VSadov commented 3 months ago

I can take a look, but I think this should be a separate change. The reliability of stress PR changes only test-specific code and would not have effects on actual behavior of apps. The bar to the changes is somewhat lower. We can iterate on that further if we do not like the effects. We would not need specific testcases for that, since it is effectively just test infra changes.

What we have here is a problem with actual behavior of the feature. Ideally the fix is just removing the race, so it is unobservable to the user code, but the change would need a bit more careful. It may use a testcase as well. Perhaps something like https://github.com/dotnet/runtime/issues/104218#issuecomment-2201440026

jkotas commented 3 months ago

I can take a look, but I think this should be a separate change.

Yes, I agree it should be a separate change.

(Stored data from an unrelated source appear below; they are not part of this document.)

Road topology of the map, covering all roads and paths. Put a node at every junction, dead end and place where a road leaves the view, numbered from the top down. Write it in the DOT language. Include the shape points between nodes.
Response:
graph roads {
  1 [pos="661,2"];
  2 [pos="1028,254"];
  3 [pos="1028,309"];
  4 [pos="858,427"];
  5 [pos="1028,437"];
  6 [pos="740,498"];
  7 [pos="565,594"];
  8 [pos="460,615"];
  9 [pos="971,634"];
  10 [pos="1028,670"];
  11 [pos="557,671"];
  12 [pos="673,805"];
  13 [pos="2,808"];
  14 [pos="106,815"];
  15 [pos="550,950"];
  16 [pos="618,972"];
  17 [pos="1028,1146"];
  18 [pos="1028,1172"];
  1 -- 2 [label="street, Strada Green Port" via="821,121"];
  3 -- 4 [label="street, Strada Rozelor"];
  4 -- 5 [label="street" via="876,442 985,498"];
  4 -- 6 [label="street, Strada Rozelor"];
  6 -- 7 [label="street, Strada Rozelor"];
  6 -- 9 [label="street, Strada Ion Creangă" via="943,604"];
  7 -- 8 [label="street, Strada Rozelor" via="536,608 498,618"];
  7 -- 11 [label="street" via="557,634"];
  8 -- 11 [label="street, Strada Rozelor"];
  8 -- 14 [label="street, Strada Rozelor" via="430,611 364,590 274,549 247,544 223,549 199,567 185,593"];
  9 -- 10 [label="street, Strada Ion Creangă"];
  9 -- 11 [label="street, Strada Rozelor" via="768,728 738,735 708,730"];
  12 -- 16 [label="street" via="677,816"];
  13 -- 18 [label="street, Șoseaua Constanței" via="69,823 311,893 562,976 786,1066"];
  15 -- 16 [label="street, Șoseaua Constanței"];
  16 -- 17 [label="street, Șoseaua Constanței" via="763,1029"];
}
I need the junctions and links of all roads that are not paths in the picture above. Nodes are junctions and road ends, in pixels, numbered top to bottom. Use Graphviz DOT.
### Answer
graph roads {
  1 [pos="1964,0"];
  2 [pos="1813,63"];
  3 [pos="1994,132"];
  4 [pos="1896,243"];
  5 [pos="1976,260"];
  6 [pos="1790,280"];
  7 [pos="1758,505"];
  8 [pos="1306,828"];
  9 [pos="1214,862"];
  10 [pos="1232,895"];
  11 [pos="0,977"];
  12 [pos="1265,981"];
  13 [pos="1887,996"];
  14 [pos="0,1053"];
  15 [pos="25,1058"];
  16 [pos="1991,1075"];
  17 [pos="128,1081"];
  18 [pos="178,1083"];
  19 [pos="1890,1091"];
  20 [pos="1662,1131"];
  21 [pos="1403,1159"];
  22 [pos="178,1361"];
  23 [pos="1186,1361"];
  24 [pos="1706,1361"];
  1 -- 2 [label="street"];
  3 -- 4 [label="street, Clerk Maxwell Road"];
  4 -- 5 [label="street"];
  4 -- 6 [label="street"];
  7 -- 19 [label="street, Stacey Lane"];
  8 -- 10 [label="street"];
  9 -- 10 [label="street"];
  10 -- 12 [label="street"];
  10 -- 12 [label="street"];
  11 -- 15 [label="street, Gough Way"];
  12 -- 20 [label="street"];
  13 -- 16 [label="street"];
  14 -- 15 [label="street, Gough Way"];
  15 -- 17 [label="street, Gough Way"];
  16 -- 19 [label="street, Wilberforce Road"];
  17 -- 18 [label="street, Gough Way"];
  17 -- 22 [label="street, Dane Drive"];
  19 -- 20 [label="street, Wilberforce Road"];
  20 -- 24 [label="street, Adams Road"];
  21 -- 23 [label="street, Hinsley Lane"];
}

v-wenyuxu commented 3 months ago

Failed in: runtime-coreclr libraries-jitstress 20240702.1

Failed tests:

net9.0-windows-Release-x86-tailcallstress-Windows.10.Amd64.Open
    - System.Collections.Concurrent.Tests.ConcurrentQueueTests.ReferenceTypes_NulledAfterDequeue
net9.0-windows-Release-x64-no_tiered_compilation-Windows.10.Amd64.Open
    - System.Runtime.Intrinsics.Tests.Vectors.Vector512Tests.Vector512DoubleEqualsNonCanonicalNaNTest
    - System.Runtime.Intrinsics.Tests.Vectors.Vector512Tests.Vector512DoubleEqualsNaNTest

Error message:

 Assert.True() Failure
Expected: True
Actual:   False

Stack trace:

   at System.Collections.Concurrent.Tests.ConcurrentQueueTests.ReferenceTypes_NulledAfterDequeue()
   at System.RuntimeMethodHandle.InvokeMethod(Object target, Void** arguments, Signature sig, Boolean isConstructor)
   at System.Reflection.MethodBaseInvoker.InterpretedInvoke_Method(Object obj, IntPtr* args) in /_/src/coreclr/System.Private.CoreLib/src/System/Reflection/MethodBaseInvoker.CoreCLR.cs:line 36
   at System.Reflection.MethodBaseInvoker.InvokeWithNoArgs(Object obj, BindingFlags invokeAttr) in /_/src/libraries/System.Private.CoreLib/src/System/Reflection/MethodBaseInvoker.cs:line 57
VSadov commented 2 months ago

Here is a complete repro:

using System.Runtime.CompilerServices;

unsafe class KeepAliveNullTest
{
    private static void Main()
    {
        Task.Run(Test);
        Task.Run(Test);
        Task.Run(Test);
        Task.Run(Test);
        Task.Run(Test);
        Task.Run(Test);
        Test();
    }

    private static void Test()
    {
        for (int i = 0; i < 20000000; i++)
        {
            bool finalized = false;
            MakeAndNull(&finalized);
            GC.Collect();
            GC.WaitForPendingFinalizers();
            if (!finalized) Console.WriteLine("FAIL1");
            GC.Collect();
            GC.WaitForPendingFinalizers();
            if (!finalized) Console.WriteLine("FAIL2");
            GC.Collect();
            GC.WaitForPendingFinalizers();
            if (!finalized) Console.WriteLine("FAIL3");
        }
    }

    [MethodImpl(MethodImplOptions.NoInlining)]
    private static void MakeAndNull(bool* flag)
    {
        var deadObj = new TestObject(flag);
        // it's dead here
    }

    public class TestObject
    {
        bool* _flag;

        public TestObject(bool* flag)
        {
            _flag = flag;
        }

        ~TestObject() => *_flag = true;
    }
}

Prints:

FAIL1
FAIL1
FAIL1
FAIL1
FAIL1
FAIL1
FAIL1
FAIL1
FAIL1
FAIL1
FAIL1
FAIL1
FAIL1
FAIL1
FAIL1
FAIL1
FAIL1
FAIL1
FAIL1
FAIL1
FAIL1
FAIL1
VSadov commented 2 months ago

Interesting: this does not repro on 8.0 Core and does not repro on 9.0 NativeAOT I only see this happening on CoreCLR 9.0

It is possible that it is just different timing.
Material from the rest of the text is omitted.